I don't know how to describe them other than to say they're a _*lot*_ like tortoise shell picks I've played in the past...


----------



## Rich5150 (Oct 1, 2012)

I never got along with v-picks either. Ended up giving what I had to a couple if freinds and they love em. 

I dig red bears have 2 of them would like to get a couple if more but the wait times are insane to me, price I don't care about


----------



## darren (Oct 1, 2012)

I got some custom Jazz III-style ones made by InTune, and they're awesome. The black ones are .72, i think, and the blue ones are 1 mm.


----------



## Webmaestro (Oct 1, 2012)

darren said:


> I got some custom Jazz III-style ones made by InTune, and they're awesome. The black ones are .72, i think, and the blue ones are 1 mm.



I'd definitely like to try these. This one's InTune as well?


----------



## darren (Oct 2, 2012)

No, i made that one out of 1 mm carbon fibre plate.


----------



## Luke Acacia (Oct 3, 2012)

darren said:


> No, i made that one out of 1 mm carbon fibre plate.


 
How did you craft it?

I use the standard Jazz III.
Bought a box of them when working in the music store so ill probably be playing them until I die.


----------



## darren (Oct 3, 2012)

I started with a sheet of 1 mm Dragonplate. I had a whole bunch of parts cut from an 18" x 24" sheet, and i filled up extra space with picks.


----------



## Luke Acacia (Oct 4, 2012)

darren said:


> I started with a sheet of 1 mm Dragonplate. I had a whole bunch of parts cut from an 18" x 24" sheet, and i filled up extra space with picks.


 
Was it easy and did you have to do anything to the edges to make them not tear apart your hand or strings?

This is really interesting to me and I looked on ebay and its about $3.00 for a sheet of 1mm.


----------



## darren (Oct 4, 2012)

They're pretty easy to shape using sandpaper and files.

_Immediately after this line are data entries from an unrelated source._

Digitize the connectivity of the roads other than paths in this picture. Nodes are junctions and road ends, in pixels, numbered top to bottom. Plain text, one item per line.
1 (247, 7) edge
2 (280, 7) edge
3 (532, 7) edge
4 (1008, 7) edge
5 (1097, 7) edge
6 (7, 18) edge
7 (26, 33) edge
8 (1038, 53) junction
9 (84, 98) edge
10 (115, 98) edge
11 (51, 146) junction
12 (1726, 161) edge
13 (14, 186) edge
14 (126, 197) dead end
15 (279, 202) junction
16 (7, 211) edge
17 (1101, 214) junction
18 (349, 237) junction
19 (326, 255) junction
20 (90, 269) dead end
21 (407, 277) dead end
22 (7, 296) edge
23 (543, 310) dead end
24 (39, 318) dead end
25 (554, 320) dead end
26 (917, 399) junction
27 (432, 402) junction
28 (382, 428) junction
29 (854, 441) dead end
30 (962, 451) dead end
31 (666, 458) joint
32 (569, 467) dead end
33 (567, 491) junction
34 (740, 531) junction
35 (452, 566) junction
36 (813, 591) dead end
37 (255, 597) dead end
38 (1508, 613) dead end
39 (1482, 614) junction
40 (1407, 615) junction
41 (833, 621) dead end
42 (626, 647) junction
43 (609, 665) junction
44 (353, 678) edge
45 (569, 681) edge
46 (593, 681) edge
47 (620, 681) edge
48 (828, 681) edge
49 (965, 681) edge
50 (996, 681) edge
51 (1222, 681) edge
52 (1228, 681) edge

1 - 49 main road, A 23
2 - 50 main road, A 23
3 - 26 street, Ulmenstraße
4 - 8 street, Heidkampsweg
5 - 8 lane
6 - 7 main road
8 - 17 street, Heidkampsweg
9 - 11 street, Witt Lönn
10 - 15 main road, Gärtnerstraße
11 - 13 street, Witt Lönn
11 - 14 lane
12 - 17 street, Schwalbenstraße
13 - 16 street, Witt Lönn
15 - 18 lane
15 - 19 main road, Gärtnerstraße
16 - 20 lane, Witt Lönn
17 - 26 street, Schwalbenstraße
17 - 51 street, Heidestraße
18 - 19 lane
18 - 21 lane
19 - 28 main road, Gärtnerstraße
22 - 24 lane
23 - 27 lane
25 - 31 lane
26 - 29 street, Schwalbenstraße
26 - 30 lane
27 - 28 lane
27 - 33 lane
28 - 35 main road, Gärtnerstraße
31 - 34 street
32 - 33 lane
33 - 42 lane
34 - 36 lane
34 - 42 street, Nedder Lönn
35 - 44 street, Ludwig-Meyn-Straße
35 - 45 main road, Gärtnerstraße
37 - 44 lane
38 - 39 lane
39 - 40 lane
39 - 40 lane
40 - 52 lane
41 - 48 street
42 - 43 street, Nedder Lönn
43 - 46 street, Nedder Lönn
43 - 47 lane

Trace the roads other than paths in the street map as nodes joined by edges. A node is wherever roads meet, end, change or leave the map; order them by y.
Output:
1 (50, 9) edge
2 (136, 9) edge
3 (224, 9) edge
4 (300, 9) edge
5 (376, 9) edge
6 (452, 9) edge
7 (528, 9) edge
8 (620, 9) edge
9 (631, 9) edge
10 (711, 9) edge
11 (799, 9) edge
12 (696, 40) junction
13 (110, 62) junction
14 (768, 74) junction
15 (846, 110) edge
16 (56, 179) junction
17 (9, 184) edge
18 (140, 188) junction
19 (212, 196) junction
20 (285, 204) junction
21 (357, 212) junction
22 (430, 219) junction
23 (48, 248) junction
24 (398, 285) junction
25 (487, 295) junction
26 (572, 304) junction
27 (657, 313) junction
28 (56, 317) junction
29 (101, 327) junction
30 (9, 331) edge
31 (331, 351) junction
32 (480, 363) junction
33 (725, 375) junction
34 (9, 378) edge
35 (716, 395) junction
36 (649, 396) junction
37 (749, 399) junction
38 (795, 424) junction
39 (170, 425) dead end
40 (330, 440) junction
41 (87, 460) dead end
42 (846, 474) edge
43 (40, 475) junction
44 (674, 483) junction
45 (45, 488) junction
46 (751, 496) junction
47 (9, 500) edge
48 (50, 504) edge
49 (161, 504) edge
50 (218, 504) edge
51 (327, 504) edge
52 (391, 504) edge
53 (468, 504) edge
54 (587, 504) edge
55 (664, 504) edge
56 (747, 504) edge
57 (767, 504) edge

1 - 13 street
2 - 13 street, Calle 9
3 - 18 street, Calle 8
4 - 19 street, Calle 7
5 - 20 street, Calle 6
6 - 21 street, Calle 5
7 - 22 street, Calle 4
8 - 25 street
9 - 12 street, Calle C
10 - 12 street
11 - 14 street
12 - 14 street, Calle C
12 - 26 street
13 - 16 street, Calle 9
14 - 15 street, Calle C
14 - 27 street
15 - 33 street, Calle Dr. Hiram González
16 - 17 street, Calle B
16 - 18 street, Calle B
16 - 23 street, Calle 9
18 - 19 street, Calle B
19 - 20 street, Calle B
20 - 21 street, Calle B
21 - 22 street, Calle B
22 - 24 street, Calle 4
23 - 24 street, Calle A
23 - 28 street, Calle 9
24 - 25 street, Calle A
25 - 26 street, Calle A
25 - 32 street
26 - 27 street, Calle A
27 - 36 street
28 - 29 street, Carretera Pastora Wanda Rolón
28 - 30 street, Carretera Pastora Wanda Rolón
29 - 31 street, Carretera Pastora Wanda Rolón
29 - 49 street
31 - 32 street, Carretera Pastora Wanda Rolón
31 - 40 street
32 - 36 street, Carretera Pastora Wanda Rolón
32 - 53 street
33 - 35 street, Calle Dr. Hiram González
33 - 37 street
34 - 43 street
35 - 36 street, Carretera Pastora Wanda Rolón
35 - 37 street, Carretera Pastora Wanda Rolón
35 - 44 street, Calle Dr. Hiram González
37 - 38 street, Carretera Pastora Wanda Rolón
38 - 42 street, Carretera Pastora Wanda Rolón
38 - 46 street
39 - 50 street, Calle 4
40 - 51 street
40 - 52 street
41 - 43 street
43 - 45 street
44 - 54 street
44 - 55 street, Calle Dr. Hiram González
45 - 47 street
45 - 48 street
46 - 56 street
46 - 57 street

I've been experimenting with using CA glue to stabilize the edges and make them a little more abrasion-resistant after shaping.


----------



## frogunrua (Oct 4, 2012)

Idk if I like the sound of a carbon fiber pic. From my experience working with the shit it always splinters in my fingers...
I use purple tortex pics btw but have been thinking of trying these jazz III's.


----------



## klutvott (Oct 4, 2012)

After using all kinds of pointy picks for 10 years, i have now started using a gibson pure xh. I don't know what it's made of but it sounds great.


----------



## HeHasTheJazzHands (Oct 4, 2012)

I'm using Dunlop Ultex Sharp 1.14. But I'm thinking about switching... again. 

Wanna try out the Dunlop Jazz 3 XLs. I liked the normal J3's, but they were too damn small for my big hands.


----------



## javiereu (Oct 4, 2012)

Dunlop Tortex Pitchblack Jazz 1.14





I buy them by mistake, and after a week cursing at them... now I can't play without them.


----------



## Eclipse (Oct 4, 2012)

I go back and forth. I started with Jazz III's. Now I use them and Black Ice Heavy's.


----------



## Robby the Robot (Oct 5, 2012)

HeHasTheJazzHands said:


> I'm using Dunlop Ultex Sharp 1.14. But I'm thinking about switching... again.
> 
> Wanna try out the Dunlop Jazz 3 XLs. I liked the normal J3's, but they were too damn small for my big hands.



Keep in my the Jazz III XLs don't have that smooth feeling as the regular Jazz 3's, at least the red ones. Don't know about the stiffos.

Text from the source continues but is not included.